__What to produce__:
Return every line of the records that includes the string "Alvear".

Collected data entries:
----------------
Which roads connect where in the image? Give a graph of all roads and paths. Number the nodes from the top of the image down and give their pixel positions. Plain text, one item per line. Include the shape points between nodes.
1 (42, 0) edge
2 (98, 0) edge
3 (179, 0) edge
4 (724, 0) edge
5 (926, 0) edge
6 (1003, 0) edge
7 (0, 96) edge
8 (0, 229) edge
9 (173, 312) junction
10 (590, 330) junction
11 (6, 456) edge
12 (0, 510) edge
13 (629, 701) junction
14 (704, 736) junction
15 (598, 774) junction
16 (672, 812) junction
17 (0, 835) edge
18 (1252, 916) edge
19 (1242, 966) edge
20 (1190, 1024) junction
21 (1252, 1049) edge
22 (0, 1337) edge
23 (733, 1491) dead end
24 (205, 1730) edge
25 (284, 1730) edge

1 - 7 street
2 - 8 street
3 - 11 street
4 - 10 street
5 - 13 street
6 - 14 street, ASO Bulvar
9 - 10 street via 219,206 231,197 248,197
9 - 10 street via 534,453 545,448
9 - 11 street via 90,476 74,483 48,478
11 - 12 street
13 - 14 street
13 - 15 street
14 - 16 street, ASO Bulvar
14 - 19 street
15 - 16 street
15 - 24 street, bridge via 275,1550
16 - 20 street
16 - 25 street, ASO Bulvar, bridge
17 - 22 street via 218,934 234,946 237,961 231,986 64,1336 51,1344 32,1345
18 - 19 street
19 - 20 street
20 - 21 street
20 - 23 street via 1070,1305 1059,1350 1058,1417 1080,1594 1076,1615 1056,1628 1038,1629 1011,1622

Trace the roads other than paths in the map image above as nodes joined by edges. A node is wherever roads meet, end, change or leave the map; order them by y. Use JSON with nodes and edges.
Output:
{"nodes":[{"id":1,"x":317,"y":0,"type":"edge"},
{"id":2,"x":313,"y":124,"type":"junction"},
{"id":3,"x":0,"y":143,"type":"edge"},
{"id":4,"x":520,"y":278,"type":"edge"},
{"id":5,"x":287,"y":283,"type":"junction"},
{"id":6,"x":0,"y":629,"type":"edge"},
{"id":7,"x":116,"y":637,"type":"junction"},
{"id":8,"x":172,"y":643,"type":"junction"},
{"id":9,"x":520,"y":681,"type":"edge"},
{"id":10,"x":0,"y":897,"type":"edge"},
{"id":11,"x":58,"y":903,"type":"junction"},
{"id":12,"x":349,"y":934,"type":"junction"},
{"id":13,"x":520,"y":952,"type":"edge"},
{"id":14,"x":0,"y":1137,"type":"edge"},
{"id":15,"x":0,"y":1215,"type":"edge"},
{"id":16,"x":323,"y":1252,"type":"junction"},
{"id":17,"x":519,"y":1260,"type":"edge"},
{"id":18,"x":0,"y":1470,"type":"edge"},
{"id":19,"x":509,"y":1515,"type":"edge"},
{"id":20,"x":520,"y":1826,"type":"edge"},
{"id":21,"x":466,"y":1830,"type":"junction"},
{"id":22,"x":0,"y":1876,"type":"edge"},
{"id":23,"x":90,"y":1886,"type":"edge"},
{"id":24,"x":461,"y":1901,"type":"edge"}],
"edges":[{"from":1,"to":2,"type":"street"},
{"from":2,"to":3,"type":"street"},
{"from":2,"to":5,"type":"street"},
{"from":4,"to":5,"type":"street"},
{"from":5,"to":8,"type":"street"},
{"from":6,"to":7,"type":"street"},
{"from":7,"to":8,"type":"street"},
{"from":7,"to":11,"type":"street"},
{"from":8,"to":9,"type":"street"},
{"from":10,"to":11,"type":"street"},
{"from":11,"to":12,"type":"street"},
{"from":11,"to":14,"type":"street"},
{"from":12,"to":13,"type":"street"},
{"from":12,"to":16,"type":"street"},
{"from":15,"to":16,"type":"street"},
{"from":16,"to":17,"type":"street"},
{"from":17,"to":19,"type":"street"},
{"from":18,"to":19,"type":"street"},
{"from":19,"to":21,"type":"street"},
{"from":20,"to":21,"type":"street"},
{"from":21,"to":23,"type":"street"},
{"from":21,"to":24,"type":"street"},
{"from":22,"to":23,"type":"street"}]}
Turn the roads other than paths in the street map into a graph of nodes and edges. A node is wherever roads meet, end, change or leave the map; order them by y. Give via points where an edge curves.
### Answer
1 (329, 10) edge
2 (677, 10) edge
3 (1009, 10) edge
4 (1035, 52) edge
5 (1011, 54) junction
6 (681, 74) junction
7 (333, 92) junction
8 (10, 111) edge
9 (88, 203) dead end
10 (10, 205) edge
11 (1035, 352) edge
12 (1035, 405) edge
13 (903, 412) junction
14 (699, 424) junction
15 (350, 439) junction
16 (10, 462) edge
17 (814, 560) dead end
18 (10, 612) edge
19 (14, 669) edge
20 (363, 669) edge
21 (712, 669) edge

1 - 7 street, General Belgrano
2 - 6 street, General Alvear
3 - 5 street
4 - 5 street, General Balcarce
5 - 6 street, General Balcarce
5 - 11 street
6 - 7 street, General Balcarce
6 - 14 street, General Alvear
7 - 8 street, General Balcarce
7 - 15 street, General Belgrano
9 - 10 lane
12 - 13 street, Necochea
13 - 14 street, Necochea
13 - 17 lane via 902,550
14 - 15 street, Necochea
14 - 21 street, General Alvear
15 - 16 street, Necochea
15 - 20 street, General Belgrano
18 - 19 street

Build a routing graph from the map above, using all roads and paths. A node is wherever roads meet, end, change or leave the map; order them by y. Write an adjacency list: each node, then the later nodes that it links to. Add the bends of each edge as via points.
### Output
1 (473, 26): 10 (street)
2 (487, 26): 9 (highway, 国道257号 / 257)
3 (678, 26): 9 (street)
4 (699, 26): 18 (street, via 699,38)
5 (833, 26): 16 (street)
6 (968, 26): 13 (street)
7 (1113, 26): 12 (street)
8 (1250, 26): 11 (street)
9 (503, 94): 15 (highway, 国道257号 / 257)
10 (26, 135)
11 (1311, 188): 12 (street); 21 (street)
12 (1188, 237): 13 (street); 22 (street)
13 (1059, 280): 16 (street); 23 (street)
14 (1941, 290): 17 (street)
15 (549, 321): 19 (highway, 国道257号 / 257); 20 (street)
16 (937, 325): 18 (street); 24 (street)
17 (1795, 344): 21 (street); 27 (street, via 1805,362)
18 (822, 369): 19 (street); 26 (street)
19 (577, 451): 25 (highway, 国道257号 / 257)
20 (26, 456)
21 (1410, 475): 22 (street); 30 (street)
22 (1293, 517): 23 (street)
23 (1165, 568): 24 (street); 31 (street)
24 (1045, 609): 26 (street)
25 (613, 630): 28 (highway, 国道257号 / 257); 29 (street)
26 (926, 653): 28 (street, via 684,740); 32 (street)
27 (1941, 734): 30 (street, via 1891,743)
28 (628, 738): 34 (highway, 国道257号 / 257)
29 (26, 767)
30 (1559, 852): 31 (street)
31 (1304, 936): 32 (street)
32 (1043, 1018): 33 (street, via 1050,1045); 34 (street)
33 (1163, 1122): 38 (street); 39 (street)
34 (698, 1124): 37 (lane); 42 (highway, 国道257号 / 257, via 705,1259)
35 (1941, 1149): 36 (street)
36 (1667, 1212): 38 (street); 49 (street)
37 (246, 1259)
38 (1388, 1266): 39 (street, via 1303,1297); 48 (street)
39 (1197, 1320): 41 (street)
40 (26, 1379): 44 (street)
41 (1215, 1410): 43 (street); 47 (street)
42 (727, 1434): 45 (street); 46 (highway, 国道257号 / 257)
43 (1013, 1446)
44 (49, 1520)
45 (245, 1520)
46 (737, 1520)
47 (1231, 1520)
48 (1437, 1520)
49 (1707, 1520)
----------------
__Written answer__:
2 - 6 street, General Alvear
6 - 14 street, General Alvear
14 - 21 street, General Alvear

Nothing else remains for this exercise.